The task: From the data below, repeat exactly the lines from the line with "wrist: (292, 189)" to the line with "pinky pip: (291, 127)", both included.
= = = = =
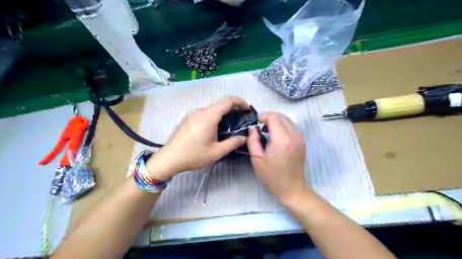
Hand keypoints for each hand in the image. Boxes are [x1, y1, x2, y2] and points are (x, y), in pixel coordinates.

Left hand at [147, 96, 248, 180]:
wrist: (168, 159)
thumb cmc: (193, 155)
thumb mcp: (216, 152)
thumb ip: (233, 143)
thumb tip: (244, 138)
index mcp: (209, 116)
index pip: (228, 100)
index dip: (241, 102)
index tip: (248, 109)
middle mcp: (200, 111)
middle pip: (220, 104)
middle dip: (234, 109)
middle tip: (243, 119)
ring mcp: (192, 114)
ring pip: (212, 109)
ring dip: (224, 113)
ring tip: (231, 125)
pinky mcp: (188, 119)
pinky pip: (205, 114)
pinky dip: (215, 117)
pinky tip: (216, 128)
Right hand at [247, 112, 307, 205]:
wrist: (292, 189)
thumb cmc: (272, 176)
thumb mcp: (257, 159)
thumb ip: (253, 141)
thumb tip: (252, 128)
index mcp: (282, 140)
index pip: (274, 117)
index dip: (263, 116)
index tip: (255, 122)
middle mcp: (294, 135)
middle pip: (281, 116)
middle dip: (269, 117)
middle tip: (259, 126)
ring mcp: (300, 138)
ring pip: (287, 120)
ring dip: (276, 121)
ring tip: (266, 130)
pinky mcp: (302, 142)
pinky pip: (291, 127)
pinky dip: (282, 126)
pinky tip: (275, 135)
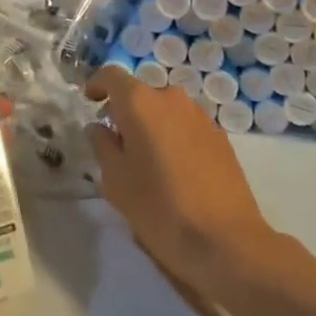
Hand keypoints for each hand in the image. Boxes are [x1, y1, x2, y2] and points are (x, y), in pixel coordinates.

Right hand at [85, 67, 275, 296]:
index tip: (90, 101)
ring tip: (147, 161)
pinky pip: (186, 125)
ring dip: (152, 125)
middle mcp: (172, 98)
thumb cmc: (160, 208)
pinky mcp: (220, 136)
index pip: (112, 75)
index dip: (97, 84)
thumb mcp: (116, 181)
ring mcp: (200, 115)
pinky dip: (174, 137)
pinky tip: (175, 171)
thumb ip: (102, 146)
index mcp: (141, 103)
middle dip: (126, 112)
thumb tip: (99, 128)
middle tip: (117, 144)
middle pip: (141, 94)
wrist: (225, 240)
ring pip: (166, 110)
= = = = =
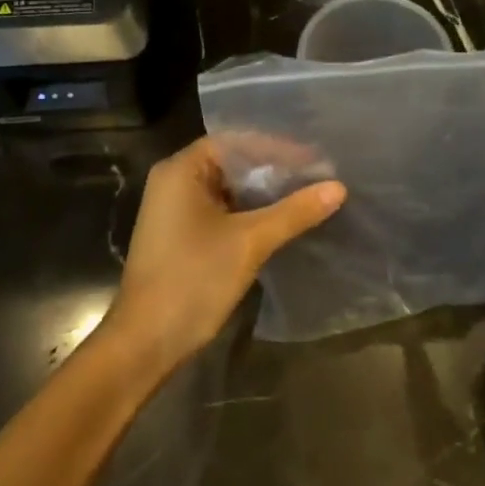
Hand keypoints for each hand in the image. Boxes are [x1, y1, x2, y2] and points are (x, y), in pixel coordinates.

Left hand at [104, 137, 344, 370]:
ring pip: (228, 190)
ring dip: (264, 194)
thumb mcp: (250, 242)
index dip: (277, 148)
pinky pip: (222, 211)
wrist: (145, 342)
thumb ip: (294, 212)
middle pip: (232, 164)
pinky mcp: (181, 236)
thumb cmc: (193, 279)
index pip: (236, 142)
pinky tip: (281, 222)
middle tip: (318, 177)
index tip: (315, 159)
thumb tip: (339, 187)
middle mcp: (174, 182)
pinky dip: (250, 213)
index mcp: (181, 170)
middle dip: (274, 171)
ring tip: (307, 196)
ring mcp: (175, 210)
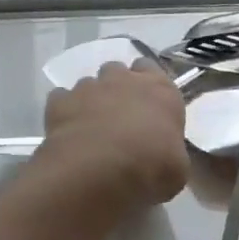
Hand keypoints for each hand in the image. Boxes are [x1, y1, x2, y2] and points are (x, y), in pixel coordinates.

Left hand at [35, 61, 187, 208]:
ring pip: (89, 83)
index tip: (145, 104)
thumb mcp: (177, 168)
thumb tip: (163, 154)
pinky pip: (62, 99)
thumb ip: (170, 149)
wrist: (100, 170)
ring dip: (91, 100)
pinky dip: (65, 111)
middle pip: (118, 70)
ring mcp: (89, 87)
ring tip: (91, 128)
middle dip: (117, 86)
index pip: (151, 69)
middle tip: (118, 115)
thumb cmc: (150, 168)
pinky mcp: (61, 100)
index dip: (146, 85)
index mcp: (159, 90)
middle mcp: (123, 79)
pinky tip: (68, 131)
= = = = =
Task response:
wrist: (292, 189)
thumb cmc: (272, 176)
thumb mcp: (257, 159)
thumb ip: (253, 141)
thumb tip: (252, 128)
index mcp: (282, 140)
index pip: (274, 117)
index dip: (263, 116)
index tip: (255, 122)
middle mcp: (294, 135)
middle pip: (281, 116)
middle dip: (269, 117)
middle tip: (259, 126)
ring mcp: (300, 138)
ring pip: (287, 120)
ring dip: (276, 121)
ring tip: (266, 130)
pinky mcp: (302, 142)
pinky pip: (291, 127)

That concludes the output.